* Problem with utf8 library

For users to report plugin bugs and request plugin enhancements; and for authors to test new/new versions of plugins, and to discuss plugin development (in the Programming Technicalities sub-forum). If you want advice on choosing or using a plugin, please ask in General Usage or an appropriate sub-forum.
User avatar
tatewise
Megastar
Posts: 27087
Joined: 25 May 2010 11:00
Family Historian: V7
Location: Torbay, Devon, UK
Contact:

Problem with utf8 library

Post by tatewise » 09 Jul 2021 13:53

I don't know what I am doing wrong but some utf8 library functions do not seem to work as expected.
The sample script below does not behave as expected for the utf8.lower() and utf8.upper() functions.
They do not handle any of the non-ANSI accented UTF-8 characters.
They behave exactly the same as the standard string.lower() and string.upper() functions.
The script File > Encoding is UTF-8.

Code: Select all

utf8 = require(".utf8"):init()
local strText = "Smitħ điane eLiçabĘth Ĥélźton"
local strLower = utf8.lower(strText)
local strUpper = utf8.upper(strText)
fhMessageBox(strText.."\n"..strLower.."\n"..strUpper)
The same problem affects both FH v7.0.7 and FH v6.2.7 following the advice in Lua References and Library Modules for utf8.

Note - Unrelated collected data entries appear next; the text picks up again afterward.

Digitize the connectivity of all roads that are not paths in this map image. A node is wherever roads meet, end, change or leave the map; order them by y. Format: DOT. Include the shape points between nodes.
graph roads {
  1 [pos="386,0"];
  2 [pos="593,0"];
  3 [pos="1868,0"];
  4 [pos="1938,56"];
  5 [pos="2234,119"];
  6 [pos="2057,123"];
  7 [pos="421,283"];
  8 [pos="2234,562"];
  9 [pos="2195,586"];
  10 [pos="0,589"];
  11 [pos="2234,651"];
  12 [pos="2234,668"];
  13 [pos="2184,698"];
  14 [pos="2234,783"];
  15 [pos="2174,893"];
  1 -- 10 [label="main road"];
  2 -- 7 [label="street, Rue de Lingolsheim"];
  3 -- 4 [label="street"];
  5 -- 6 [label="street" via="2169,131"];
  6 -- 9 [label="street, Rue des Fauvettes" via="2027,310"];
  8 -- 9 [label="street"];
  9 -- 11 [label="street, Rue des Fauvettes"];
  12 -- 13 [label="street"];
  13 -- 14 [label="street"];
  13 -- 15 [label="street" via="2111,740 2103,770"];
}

My current workaround is to use my string library module that is modified to handle UTF-8 and is in many of my Plugins.
However, strangely, with that library enabled the utf8.lower() and utf8.upper() functions behave correctly. Very odd!
Mike Tate ~ researching the Tate and Scott family history ~ tatewise ancestry

User avatar
ColeValleyGirl
Megastar
Posts: 4854
Joined: 28 Dec 2005 22:02
Family Historian: V7
Location: Cirencester, Gloucestershire
Contact:

Re: Problem with utf8 library

Post by ColeValleyGirl » 09 Jul 2021 14:13

I think the problem may be in the FH debugger and fhMessage.

Try

Code: Select all

utf8 = require(".utf8"):init()
local strText = "Smitħ điane eLiçabĘth Ĥélźton"
local strLower = utf8.lower(strText)
local strUpper = utf8.upper(strText)
require "fhutils"
iup.Message("Test",strText.."\n"..strLower.."\n"..strUpper)

User avatar
tatewise
Megastar
Posts: 27087
Joined: 25 May 2010 11:00
Family Historian: V7
Location: Torbay, Devon, UK
Contact:

Re: Problem with utf8 library

Post by tatewise » 09 Jul 2021 14:34

fhutils makes no difference and the script fails when Run normally not in the debugger.
Also, it fails in FH v6.2.7 where fhutils is not available,
Please try the script yourself.
Mike Tate ~ researching the Tate and Scott family history ~ tatewise ancestry

User avatar
ColeValleyGirl
Megastar
Posts: 4854
Joined: 28 Dec 2005 22:02
Family Historian: V7
Location: Cirencester, Gloucestershire
Contact:

Re: Problem with utf8 library

Post by ColeValleyGirl » 09 Jul 2021 14:44

My script runs to completion as shown, and also when run not in the debugger. FH7.0.7

For FH6 replace

Code: Select all

require "fhutils"
with

Code: Select all

require "iuplua"
(also works in FH7 -- I was just being lazy with fhUtils) and include compat53 as per the Lua references documentation in the kb (I haven't tested on FH6 but wouldn't expect a problem).
Screenshot 2021-07-09 154248.png
Screenshot 2021-07-09 154248.png (27.21 KiB) Viewed 5053 times

User avatar
tatewise
Megastar
Posts: 27087
Joined: 25 May 2010 11:00
Family Historian: V7
Location: Torbay, Devon, UK
Contact:

Re: Problem with utf8 library

Post by tatewise » 09 Jul 2021 15:06

Maybe I did not make clear what I meant.
The utf8.lower() and utf8.upper() functions should convert the original text into all lower case and all upper case UTF-8 versions similar to the string.lower() and string.upper() functions for purely ANSI strings.
e.g.
strText = Smitħ điane eLiçabĘth Ĥélźton
strLower = smitħ điane eliçabęth ĥélźton
strUpper = SMITĦ ĐIANE ELIÇABĘTH ĤÉLŹTON

If I use my string library the fhMessageBox() displays the above text correctly.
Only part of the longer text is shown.